- Instructions to follow: Print the data in full, exactly as it reads.

Data records:

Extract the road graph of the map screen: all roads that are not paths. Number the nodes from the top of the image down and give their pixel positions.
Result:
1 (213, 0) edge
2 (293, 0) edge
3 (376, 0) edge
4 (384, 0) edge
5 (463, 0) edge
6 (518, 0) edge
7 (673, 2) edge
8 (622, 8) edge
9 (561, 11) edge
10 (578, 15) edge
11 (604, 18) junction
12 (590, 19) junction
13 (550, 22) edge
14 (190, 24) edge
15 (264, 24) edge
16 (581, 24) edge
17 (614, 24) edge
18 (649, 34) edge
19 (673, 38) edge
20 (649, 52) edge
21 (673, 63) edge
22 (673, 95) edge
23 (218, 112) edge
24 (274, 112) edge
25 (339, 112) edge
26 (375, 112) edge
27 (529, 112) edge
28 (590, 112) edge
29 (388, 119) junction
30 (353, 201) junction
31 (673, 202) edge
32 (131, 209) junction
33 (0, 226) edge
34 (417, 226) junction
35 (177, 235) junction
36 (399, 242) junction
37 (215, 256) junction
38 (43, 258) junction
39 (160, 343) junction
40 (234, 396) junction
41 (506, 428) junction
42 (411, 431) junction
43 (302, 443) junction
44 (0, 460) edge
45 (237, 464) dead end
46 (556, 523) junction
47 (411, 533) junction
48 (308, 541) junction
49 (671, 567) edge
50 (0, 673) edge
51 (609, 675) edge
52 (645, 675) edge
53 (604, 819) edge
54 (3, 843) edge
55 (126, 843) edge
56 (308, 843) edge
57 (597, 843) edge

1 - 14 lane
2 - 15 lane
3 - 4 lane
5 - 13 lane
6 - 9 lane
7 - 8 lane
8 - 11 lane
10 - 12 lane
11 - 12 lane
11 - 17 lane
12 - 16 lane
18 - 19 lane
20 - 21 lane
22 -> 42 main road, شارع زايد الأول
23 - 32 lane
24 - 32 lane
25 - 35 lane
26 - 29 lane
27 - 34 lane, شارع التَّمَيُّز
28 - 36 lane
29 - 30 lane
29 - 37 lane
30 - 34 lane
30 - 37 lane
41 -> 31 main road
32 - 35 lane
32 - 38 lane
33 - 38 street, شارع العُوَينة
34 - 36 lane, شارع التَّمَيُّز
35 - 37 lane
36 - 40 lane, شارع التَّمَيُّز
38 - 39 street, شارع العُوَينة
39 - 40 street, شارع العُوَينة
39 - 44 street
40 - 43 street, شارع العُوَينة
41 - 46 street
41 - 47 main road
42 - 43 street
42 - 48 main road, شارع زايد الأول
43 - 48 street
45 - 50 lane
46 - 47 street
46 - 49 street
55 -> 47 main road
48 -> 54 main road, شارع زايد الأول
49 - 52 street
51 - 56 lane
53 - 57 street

- Written reply:
Extract the road graph of the map screen: all roads that are not paths. Number the nodes from the top of the image down and give their pixel positions.
Result:
1 (213, 0) edge
2 (293, 0) edge
3 (376, 0) edge
4 (384, 0) edge
5 (463, 0) edge
6 (518, 0) edge
7 (673, 2) edge
8 (622, 8) edge
9 (561, 11) edge
10 (578, 15) edge
11 (604, 18) junction
12 (590, 19) junction
13 (550, 22) edge
14 (190, 24) edge
15 (264, 24) edge
16 (581, 24) edge
17 (614, 24) edge
18 (649, 34) edge
19 (673, 38) edge
20 (649, 52) edge
21 (673, 63) edge
22 (673, 95) edge
23 (218, 112) edge
24 (274, 112) edge
25 (339, 112) edge
26 (375, 112) edge
27 (529, 112) edge
28 (590, 112) edge
29 (388, 119) junction
30 (353, 201) junction
31 (673, 202) edge
32 (131, 209) junction
33 (0, 226) edge
34 (417, 226) junction
35 (177, 235) junction
36 (399, 242) junction
37 (215, 256) junction
38 (43, 258) junction
39 (160, 343) junction
40 (234, 396) junction
41 (506, 428) junction
42 (411, 431) junction
43 (302, 443) junction
44 (0, 460) edge
45 (237, 464) dead end
46 (556, 523) junction
47 (411, 533) junction
48 (308, 541) junction
49 (671, 567) edge
50 (0, 673) edge
51 (609, 675) edge
52 (645, 675) edge
53 (604, 819) edge
54 (3, 843) edge
55 (126, 843) edge
56 (308, 843) edge
57 (597, 843) edge

1 - 14 lane
2 - 15 lane
3 - 4 lane
5 - 13 lane
6 - 9 lane
7 - 8 lane
8 - 11 lane
10 - 12 lane
11 - 12 lane
11 - 17 lane
12 - 16 lane
18 - 19 lane
20 - 21 lane
22 -> 42 main road, شارع زايد الأول
23 - 32 lane
24 - 32 lane
25 - 35 lane
26 - 29 lane
27 - 34 lane, شارع التَّمَيُّز
28 - 36 lane
29 - 30 lane
29 - 37 lane
30 - 34 lane
30 - 37 lane
41 -> 31 main road
32 - 35 lane
32 - 38 lane
33 - 38 street, شارع العُوَينة
34 - 36 lane, شارع التَّمَيُّز
35 - 37 lane
36 - 40 lane, شارع التَّمَيُّز
38 - 39 street, شارع العُوَينة
39 - 40 street, شارع العُوَينة
39 - 44 street
40 - 43 street, شارع العُوَينة
41 - 46 street
41 - 47 main road
42 - 43 street
42 - 48 main road, شارع زايد الأول
43 - 48 street
45 - 50 lane
46 - 47 street
46 - 49 street
55 -> 47 main road
48 -> 54 main road, شارع زايد الأول
49 - 52 street
51 - 56 lane
53 - 57 street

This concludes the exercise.